[Collection entries]
--
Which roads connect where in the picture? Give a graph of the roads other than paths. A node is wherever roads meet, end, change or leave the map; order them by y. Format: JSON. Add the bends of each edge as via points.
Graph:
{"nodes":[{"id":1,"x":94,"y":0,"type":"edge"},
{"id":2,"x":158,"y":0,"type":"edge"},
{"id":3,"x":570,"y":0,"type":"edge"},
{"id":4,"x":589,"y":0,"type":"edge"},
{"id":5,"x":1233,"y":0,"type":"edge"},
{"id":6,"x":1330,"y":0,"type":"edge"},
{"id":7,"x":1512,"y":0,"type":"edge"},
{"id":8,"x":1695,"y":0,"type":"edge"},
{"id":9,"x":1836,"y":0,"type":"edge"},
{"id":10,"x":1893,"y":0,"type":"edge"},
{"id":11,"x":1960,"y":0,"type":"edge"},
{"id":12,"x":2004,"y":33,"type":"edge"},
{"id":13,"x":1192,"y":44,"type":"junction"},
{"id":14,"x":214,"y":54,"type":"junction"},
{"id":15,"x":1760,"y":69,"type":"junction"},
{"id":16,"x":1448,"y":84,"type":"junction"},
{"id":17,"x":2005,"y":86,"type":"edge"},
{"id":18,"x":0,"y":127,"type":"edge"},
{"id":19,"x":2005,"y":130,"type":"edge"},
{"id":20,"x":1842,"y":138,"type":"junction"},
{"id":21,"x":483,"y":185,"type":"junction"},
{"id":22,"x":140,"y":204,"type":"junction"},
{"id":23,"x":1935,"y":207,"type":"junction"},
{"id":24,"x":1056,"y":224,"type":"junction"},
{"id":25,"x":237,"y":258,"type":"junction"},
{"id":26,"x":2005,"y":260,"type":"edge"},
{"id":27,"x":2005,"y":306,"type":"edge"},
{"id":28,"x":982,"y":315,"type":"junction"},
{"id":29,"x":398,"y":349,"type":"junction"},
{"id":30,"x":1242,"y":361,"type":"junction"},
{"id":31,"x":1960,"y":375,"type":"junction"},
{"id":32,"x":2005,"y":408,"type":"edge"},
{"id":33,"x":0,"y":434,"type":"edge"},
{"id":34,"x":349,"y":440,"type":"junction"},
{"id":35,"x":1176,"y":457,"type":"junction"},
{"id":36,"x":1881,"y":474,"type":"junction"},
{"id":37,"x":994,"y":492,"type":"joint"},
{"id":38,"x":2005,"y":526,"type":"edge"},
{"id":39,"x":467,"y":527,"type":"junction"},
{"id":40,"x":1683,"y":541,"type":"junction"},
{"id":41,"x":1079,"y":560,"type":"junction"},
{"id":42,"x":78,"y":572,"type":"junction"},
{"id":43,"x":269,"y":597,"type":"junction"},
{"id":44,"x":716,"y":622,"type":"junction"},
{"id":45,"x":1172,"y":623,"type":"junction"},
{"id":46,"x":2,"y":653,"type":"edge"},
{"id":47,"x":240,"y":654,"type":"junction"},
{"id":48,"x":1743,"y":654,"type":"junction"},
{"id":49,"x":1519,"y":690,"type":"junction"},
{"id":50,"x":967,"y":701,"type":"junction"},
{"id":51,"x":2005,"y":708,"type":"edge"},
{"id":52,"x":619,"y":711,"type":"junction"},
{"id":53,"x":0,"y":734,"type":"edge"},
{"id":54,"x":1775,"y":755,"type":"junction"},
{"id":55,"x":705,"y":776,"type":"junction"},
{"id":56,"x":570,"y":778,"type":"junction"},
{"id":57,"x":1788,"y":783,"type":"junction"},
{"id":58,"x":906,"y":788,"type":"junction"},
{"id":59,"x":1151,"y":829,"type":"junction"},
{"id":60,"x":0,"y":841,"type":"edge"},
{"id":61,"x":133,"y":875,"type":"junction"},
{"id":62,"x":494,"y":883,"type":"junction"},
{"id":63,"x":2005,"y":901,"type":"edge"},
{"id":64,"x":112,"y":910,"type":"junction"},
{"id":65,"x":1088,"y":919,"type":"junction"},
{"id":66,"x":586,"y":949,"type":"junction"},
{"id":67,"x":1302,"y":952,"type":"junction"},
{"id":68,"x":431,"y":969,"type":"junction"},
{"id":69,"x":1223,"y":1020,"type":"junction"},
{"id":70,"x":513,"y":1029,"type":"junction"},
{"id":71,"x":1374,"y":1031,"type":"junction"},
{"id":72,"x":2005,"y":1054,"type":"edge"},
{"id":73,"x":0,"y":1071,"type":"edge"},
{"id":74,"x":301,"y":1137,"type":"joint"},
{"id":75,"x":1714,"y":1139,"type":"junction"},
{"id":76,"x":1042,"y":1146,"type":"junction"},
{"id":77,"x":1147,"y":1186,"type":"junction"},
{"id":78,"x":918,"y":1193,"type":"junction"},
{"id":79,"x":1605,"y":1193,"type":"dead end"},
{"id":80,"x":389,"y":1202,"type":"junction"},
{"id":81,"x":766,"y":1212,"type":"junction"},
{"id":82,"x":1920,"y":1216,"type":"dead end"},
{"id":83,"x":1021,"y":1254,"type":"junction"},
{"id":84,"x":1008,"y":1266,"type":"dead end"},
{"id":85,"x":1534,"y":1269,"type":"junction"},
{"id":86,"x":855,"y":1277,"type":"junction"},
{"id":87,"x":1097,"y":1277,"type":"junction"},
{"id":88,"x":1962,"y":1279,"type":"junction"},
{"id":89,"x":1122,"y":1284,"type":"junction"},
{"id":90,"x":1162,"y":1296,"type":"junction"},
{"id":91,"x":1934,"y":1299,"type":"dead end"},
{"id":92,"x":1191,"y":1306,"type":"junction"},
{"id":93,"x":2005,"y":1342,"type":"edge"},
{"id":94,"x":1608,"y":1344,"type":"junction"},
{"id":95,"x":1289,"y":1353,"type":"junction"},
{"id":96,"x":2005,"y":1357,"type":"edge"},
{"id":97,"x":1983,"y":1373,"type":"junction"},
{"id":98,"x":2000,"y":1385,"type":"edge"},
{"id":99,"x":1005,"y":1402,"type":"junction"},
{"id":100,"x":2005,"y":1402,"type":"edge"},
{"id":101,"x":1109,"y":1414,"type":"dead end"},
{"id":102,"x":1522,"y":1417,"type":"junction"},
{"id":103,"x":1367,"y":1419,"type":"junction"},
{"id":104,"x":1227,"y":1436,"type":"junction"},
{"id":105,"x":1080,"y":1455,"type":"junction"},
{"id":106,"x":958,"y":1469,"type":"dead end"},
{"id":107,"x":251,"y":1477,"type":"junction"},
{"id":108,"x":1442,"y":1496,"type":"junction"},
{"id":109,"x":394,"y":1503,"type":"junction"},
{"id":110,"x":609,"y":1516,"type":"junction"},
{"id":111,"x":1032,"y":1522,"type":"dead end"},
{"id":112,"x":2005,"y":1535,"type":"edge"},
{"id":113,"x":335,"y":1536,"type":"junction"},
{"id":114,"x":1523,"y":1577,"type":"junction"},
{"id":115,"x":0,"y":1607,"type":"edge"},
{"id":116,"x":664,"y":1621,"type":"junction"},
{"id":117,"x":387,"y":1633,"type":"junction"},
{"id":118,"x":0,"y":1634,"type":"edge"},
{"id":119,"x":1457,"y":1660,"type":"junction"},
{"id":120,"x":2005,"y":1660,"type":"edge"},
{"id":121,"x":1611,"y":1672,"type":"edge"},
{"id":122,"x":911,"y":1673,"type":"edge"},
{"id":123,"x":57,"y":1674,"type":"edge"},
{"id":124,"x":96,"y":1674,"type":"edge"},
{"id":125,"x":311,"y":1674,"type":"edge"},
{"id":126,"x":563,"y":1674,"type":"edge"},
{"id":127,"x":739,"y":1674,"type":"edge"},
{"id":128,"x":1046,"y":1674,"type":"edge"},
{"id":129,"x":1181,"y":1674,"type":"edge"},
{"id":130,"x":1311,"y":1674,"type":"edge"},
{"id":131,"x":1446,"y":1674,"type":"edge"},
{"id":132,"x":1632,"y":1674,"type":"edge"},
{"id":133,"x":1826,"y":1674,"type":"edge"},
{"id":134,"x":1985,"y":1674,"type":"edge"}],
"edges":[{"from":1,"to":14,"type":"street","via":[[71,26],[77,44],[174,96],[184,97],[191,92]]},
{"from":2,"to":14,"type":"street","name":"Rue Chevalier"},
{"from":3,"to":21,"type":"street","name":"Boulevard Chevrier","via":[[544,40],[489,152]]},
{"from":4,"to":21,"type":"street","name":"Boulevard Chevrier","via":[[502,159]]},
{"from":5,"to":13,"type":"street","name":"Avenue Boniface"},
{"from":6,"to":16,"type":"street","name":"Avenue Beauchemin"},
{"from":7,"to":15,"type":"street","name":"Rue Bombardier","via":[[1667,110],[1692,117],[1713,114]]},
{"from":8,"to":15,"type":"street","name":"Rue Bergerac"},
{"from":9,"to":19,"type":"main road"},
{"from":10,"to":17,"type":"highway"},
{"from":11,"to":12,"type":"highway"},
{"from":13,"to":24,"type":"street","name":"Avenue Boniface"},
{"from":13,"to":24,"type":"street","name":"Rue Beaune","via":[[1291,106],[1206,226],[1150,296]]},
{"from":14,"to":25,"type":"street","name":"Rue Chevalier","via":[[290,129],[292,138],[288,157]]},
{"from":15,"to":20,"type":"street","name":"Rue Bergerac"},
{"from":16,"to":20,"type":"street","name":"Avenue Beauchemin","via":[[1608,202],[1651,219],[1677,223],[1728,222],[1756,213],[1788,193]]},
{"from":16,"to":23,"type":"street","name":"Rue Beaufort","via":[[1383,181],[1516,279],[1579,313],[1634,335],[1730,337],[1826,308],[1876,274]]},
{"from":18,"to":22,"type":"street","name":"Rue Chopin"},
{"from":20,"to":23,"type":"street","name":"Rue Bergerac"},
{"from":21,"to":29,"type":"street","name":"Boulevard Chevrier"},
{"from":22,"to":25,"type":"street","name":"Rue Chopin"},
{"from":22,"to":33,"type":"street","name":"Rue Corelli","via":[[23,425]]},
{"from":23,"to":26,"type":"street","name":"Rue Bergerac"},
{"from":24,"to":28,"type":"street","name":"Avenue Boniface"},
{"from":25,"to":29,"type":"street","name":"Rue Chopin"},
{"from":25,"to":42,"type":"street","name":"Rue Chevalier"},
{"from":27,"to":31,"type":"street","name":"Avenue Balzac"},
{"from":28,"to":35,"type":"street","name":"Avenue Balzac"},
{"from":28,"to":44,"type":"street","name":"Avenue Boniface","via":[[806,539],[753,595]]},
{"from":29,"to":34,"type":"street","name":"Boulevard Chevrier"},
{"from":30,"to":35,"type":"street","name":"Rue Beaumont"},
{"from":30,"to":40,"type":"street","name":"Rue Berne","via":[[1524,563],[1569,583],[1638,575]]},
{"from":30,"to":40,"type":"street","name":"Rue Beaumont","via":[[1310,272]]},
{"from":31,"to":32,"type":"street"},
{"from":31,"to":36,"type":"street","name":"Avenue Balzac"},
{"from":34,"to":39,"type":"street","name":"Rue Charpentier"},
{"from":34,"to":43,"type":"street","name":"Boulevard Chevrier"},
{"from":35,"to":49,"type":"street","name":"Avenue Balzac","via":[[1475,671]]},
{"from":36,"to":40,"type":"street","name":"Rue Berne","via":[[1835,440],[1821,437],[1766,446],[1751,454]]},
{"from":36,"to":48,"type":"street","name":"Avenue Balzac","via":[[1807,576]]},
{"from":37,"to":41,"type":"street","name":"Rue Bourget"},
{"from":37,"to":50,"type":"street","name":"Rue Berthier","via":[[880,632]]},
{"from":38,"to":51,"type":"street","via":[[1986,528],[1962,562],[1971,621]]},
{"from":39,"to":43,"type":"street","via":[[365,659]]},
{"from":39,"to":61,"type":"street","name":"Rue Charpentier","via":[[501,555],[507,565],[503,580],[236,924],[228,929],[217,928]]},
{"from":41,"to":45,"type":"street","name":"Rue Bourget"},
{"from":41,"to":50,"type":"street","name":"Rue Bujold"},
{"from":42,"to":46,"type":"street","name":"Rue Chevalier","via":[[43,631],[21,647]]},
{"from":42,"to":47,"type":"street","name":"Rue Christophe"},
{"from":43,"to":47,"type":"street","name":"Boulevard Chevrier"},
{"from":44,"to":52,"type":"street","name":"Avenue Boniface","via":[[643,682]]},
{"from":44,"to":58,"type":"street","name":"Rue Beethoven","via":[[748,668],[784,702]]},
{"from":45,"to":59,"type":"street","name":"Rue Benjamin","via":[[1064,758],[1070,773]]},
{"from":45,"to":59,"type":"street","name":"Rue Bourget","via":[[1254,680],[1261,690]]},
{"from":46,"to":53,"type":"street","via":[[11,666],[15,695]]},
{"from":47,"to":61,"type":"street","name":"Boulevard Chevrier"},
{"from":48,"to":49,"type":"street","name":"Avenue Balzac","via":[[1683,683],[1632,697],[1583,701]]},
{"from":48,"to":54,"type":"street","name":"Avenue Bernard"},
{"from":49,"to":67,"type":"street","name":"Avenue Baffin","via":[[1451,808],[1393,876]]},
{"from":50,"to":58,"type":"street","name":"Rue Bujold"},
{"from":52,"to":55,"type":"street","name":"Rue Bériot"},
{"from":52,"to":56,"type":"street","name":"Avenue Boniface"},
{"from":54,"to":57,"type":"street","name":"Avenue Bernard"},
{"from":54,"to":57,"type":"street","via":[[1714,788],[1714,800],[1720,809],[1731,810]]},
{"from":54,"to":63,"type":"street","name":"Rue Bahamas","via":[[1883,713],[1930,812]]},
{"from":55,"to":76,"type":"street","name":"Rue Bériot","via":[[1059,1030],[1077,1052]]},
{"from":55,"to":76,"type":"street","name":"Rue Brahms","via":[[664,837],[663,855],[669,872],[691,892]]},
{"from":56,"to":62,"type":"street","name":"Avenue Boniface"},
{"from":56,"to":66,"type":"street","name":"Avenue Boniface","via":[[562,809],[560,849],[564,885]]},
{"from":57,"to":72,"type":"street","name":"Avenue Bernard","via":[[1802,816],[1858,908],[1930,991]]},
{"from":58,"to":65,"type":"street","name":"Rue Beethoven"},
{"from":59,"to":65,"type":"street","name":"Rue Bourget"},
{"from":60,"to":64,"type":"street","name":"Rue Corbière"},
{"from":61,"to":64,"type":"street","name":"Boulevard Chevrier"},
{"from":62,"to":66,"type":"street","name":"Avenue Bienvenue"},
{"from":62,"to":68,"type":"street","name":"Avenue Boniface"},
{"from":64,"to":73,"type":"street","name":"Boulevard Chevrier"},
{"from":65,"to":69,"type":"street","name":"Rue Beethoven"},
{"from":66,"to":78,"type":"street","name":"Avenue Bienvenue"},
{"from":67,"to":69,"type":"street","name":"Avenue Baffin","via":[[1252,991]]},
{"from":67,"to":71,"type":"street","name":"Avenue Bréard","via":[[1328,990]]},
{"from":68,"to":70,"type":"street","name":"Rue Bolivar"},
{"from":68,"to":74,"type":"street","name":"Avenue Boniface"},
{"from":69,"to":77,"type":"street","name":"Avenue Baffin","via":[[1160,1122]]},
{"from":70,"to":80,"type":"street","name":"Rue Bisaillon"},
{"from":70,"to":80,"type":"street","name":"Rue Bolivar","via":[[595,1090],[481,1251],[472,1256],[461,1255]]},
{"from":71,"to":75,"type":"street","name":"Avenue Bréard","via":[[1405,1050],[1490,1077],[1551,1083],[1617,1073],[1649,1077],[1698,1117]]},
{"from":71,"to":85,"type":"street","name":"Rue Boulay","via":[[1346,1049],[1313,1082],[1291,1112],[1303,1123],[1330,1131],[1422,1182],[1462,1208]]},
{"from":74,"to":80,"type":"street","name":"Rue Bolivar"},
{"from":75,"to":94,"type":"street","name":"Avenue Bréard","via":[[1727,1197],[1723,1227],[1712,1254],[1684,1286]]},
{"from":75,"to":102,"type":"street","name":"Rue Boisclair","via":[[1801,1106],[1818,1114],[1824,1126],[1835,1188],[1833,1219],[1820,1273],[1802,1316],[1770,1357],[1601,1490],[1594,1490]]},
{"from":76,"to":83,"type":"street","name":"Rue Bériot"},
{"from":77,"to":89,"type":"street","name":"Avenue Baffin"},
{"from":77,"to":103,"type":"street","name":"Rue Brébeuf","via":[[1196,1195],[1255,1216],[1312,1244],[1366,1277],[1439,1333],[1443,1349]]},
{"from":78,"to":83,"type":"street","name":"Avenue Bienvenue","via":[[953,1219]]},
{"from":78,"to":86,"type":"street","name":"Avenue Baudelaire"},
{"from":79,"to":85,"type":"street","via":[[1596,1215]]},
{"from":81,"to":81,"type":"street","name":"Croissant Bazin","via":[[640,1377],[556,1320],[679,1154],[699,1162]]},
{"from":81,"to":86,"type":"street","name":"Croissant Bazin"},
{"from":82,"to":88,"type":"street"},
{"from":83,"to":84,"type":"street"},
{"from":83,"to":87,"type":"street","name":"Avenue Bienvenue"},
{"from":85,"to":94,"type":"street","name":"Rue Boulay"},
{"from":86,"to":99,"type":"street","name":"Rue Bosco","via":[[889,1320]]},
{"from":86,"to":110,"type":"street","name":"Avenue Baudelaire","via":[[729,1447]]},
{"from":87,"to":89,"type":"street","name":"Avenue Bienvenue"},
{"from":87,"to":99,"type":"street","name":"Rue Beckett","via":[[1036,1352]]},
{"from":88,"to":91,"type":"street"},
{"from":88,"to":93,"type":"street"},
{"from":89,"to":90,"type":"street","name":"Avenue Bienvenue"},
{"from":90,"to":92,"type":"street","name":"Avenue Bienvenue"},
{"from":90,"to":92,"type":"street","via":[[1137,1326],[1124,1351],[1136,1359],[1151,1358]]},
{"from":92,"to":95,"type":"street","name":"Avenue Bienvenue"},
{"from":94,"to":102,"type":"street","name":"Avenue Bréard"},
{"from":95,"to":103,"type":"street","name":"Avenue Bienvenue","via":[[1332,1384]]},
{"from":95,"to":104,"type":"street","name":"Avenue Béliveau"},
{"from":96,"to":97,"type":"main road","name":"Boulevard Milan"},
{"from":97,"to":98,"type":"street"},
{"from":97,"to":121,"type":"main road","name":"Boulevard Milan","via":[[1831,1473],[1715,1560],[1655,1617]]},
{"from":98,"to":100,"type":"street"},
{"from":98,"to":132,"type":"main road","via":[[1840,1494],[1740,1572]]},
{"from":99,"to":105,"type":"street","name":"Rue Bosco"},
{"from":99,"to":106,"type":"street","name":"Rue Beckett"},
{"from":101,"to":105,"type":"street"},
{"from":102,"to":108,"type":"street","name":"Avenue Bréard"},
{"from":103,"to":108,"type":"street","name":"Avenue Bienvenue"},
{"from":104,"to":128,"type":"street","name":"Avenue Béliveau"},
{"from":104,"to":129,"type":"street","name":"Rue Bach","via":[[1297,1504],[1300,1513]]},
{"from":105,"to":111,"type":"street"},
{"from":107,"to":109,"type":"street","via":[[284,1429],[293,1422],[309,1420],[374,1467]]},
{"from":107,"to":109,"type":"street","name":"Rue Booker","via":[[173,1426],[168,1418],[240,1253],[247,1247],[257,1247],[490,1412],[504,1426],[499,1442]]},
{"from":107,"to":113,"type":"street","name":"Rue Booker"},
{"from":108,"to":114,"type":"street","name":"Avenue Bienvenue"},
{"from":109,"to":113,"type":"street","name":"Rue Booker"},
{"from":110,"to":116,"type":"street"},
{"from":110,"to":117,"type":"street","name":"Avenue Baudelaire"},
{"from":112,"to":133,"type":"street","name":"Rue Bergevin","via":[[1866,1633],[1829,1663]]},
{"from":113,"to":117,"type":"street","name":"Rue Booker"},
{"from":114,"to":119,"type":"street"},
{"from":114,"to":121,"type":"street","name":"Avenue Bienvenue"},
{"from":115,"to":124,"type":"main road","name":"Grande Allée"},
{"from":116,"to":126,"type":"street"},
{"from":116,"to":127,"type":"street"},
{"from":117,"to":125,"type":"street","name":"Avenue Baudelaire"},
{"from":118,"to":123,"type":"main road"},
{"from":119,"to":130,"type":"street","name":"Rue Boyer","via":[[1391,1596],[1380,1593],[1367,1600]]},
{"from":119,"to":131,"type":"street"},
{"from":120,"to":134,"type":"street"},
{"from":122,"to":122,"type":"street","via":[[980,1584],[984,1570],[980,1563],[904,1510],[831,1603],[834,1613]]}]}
--
Go line by line through the entries above and tally those that hold the word "Croissant"; give the tally alone.

2